To do
Reproduce the data in full, exactly.

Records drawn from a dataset
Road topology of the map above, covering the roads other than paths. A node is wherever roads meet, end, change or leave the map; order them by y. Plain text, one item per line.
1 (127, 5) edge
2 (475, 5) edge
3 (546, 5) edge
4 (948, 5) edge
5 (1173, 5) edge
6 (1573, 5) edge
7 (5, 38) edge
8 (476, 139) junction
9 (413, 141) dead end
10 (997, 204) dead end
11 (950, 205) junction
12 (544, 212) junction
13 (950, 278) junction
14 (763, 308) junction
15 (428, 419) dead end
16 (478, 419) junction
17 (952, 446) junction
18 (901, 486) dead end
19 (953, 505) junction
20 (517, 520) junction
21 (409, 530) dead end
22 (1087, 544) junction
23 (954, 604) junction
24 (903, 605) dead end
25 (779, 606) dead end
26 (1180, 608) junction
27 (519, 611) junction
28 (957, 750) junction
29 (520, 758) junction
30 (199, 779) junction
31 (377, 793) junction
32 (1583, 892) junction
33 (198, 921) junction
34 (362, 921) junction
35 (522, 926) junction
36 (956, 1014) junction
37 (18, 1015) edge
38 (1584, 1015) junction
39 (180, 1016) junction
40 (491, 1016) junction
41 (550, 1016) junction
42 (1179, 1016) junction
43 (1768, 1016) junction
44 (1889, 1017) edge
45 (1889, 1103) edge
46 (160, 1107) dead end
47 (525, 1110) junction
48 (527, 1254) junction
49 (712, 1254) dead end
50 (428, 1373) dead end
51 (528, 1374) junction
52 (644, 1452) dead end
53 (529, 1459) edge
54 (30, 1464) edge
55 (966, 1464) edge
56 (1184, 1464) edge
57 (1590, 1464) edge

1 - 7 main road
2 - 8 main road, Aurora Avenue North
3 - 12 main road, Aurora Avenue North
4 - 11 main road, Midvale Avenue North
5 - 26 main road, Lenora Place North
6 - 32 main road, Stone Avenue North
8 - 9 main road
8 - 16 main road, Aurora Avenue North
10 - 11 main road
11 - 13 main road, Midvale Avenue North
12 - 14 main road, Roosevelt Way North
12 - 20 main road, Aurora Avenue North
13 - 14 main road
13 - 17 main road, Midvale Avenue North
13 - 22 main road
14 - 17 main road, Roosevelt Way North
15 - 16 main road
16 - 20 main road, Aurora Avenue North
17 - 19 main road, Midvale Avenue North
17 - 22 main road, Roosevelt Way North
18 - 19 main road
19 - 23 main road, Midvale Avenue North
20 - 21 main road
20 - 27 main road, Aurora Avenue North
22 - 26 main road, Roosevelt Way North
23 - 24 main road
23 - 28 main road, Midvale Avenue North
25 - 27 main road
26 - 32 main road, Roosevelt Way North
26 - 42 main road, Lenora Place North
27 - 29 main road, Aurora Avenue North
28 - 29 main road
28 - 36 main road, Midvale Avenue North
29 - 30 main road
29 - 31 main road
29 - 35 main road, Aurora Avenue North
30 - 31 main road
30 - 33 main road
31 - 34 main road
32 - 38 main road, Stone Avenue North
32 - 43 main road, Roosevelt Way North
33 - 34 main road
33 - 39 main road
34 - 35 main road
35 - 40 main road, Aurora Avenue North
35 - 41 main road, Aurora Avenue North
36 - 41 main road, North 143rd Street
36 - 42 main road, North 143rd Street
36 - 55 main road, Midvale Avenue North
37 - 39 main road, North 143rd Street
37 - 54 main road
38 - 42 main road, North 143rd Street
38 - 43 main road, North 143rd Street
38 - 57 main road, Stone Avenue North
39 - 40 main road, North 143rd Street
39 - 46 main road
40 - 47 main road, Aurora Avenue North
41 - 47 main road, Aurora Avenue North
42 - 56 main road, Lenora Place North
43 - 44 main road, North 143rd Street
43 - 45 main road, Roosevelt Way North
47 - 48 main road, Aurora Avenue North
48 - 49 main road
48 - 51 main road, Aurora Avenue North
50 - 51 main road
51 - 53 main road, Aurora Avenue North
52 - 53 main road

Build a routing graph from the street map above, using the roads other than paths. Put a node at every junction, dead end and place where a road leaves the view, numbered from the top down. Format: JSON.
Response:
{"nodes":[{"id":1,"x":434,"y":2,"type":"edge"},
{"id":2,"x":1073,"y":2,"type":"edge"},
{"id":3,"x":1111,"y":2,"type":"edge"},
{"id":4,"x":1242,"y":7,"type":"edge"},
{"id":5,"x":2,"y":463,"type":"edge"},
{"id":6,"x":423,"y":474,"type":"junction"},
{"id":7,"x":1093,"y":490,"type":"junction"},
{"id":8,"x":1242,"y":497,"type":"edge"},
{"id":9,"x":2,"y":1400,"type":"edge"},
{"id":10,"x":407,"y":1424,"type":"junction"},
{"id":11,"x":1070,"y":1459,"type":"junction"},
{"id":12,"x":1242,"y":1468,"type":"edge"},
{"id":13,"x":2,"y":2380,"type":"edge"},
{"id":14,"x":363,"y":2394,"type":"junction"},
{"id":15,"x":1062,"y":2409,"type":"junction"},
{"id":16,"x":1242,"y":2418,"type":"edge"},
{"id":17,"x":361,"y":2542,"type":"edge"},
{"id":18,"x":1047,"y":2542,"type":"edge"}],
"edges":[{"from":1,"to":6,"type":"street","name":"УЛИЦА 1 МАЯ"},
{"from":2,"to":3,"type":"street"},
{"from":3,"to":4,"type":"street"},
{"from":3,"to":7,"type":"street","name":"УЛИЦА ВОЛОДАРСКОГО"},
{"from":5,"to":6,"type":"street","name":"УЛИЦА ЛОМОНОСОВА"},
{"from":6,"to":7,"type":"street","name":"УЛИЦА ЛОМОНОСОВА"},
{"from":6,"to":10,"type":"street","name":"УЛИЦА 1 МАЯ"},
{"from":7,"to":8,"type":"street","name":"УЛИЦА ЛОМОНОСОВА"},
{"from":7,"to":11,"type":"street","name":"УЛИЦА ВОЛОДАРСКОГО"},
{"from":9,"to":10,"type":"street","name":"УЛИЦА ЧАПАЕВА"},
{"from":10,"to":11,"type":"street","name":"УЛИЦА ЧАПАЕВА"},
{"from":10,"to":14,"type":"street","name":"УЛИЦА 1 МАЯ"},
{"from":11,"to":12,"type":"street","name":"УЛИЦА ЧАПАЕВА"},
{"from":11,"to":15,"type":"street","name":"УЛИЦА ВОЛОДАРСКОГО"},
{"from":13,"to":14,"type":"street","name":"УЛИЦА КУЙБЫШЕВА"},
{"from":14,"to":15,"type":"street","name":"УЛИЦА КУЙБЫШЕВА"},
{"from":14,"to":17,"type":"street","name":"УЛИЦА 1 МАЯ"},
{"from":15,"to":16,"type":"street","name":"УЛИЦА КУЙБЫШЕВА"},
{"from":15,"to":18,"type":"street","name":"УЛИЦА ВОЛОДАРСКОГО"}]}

Exercise output
Road topology of the map above, covering the roads other than paths. A node is wherever roads meet, end, change or leave the map; order them by y. Plain text, one item per line.
1 (127, 5) edge
2 (475, 5) edge
3 (546, 5) edge
4 (948, 5) edge
5 (1173, 5) edge
6 (1573, 5) edge
7 (5, 38) edge
8 (476, 139) junction
9 (413, 141) dead end
10 (997, 204) dead end
11 (950, 205) junction
12 (544, 212) junction
13 (950, 278) junction
14 (763, 308) junction
15 (428, 419) dead end
16 (478, 419) junction
17 (952, 446) junction
18 (901, 486) dead end
19 (953, 505) junction
20 (517, 520) junction
21 (409, 530) dead end
22 (1087, 544) junction
23 (954, 604) junction
24 (903, 605) dead end
25 (779, 606) dead end
26 (1180, 608) junction
27 (519, 611) junction
28 (957, 750) junction
29 (520, 758) junction
30 (199, 779) junction
31 (377, 793) junction
32 (1583, 892) junction
33 (198, 921) junction
34 (362, 921) junction
35 (522, 926) junction
36 (956, 1014) junction
37 (18, 1015) edge
38 (1584, 1015) junction
39 (180, 1016) junction
40 (491, 1016) junction
41 (550, 1016) junction
42 (1179, 1016) junction
43 (1768, 1016) junction
44 (1889, 1017) edge
45 (1889, 1103) edge
46 (160, 1107) dead end
47 (525, 1110) junction
48 (527, 1254) junction
49 (712, 1254) dead end
50 (428, 1373) dead end
51 (528, 1374) junction
52 (644, 1452) dead end
53 (529, 1459) edge
54 (30, 1464) edge
55 (966, 1464) edge
56 (1184, 1464) edge
57 (1590, 1464) edge

1 - 7 main road
2 - 8 main road, Aurora Avenue North
3 - 12 main road, Aurora Avenue North
4 - 11 main road, Midvale Avenue North
5 - 26 main road, Lenora Place North
6 - 32 main road, Stone Avenue North
8 - 9 main road
8 - 16 main road, Aurora Avenue North
10 - 11 main road
11 - 13 main road, Midvale Avenue North
12 - 14 main road, Roosevelt Way North
12 - 20 main road, Aurora Avenue North
13 - 14 main road
13 - 17 main road, Midvale Avenue North
13 - 22 main road
14 - 17 main road, Roosevelt Way North
15 - 16 main road
16 - 20 main road, Aurora Avenue North
17 - 19 main road, Midvale Avenue North
17 - 22 main road, Roosevelt Way North
18 - 19 main road
19 - 23 main road, Midvale Avenue North
20 - 21 main road
20 - 27 main road, Aurora Avenue North
22 - 26 main road, Roosevelt Way North
23 - 24 main road
23 - 28 main road, Midvale Avenue North
25 - 27 main road
26 - 32 main road, Roosevelt Way North
26 - 42 main road, Lenora Place North
27 - 29 main road, Aurora Avenue North
28 - 29 main road
28 - 36 main road, Midvale Avenue North
29 - 30 main road
29 - 31 main road
29 - 35 main road, Aurora Avenue North
30 - 31 main road
30 - 33 main road
31 - 34 main road
32 - 38 main road, Stone Avenue North
32 - 43 main road, Roosevelt Way North
33 - 34 main road
33 - 39 main road
34 - 35 main road
35 - 40 main road, Aurora Avenue North
35 - 41 main road, Aurora Avenue North
36 - 41 main road, North 143rd Street
36 - 42 main road, North 143rd Street
36 - 55 main road, Midvale Avenue North
37 - 39 main road, North 143rd Street
37 - 54 main road
38 - 42 main road, North 143rd Street
38 - 43 main road, North 143rd Street
38 - 57 main road, Stone Avenue North
39 - 40 main road, North 143rd Street
39 - 46 main road
40 - 47 main road, Aurora Avenue North
41 - 47 main road, Aurora Avenue North
42 - 56 main road, Lenora Place North
43 - 44 main road, North 143rd Street
43 - 45 main road, Roosevelt Way North
47 - 48 main road, Aurora Avenue North
48 - 49 main road
48 - 51 main road, Aurora Avenue North
50 - 51 main road
51 - 53 main road, Aurora Avenue North
52 - 53 main road

Build a routing graph from the street map above, using the roads other than paths. Put a node at every junction, dead end and place where a road leaves the view, numbered from the top down. Format: JSON.
Response:
{"nodes":[{"id":1,"x":434,"y":2,"type":"edge"},
{"id":2,"x":1073,"y":2,"type":"edge"},
{"id":3,"x":1111,"y":2,"type":"edge"},
{"id":4,"x":1242,"y":7,"type":"edge"},
{"id":5,"x":2,"y":463,"type":"edge"},
{"id":6,"x":423,"y":474,"type":"junction"},
{"id":7,"x":1093,"y":490,"type":"junction"},
{"id":8,"x":1242,"y":497,"type":"edge"},
{"id":9,"x":2,"y":1400,"type":"edge"},
{"id":10,"x":407,"y":1424,"type":"junction"},
{"id":11,"x":1070,"y":1459,"type":"junction"},
{"id":12,"x":1242,"y":1468,"type":"edge"},
{"id":13,"x":2,"y":2380,"type":"edge"},
{"id":14,"x":363,"y":2394,"type":"junction"},
{"id":15,"x":1062,"y":2409,"type":"junction"},
{"id":16,"x":1242,"y":2418,"type":"edge"},
{"id":17,"x":361,"y":2542,"type":"edge"},
{"id":18,"x":1047,"y":2542,"type":"edge"}],
"edges":[{"from":1,"to":6,"type":"street","name":"УЛИЦА 1 МАЯ"},
{"from":2,"to":3,"type":"street"},
{"from":3,"to":4,"type":"street"},
{"from":3,"to":7,"type":"street","name":"УЛИЦА ВОЛОДАРСКОГО"},
{"from":5,"to":6,"type":"street","name":"УЛИЦА ЛОМОНОСОВА"},
{"from":6,"to":7,"type":"street","name":"УЛИЦА ЛОМОНОСОВА"},
{"from":6,"to":10,"type":"street","name":"УЛИЦА 1 МАЯ"},
{"from":7,"to":8,"type":"street","name":"УЛИЦА ЛОМОНОСОВА"},
{"from":7,"to":11,"type":"street","name":"УЛИЦА ВОЛОДАРСКОГО"},
{"from":9,"to":10,"type":"street","name":"УЛИЦА ЧАПАЕВА"},
{"from":10,"to":11,"type":"street","name":"УЛИЦА ЧАПАЕВА"},
{"from":10,"to":14,"type":"street","name":"УЛИЦА 1 МАЯ"},
{"from":11,"to":12,"type":"street","name":"УЛИЦА ЧАПАЕВА"},
{"from":11,"to":15,"type":"street","name":"УЛИЦА ВОЛОДАРСКОГО"},
{"from":13,"to":14,"type":"street","name":"УЛИЦА КУЙБЫШЕВА"},
{"from":14,"to":15,"type":"street","name":"УЛИЦА КУЙБЫШЕВА"},
{"from":14,"to":17,"type":"street","name":"УЛИЦА 1 МАЯ"},
{"from":15,"to":16,"type":"street","name":"УЛИЦА КУЙБЫШЕВА"},
{"from":15,"to":18,"type":"street","name":"УЛИЦА ВОЛОДАРСКОГО"}]}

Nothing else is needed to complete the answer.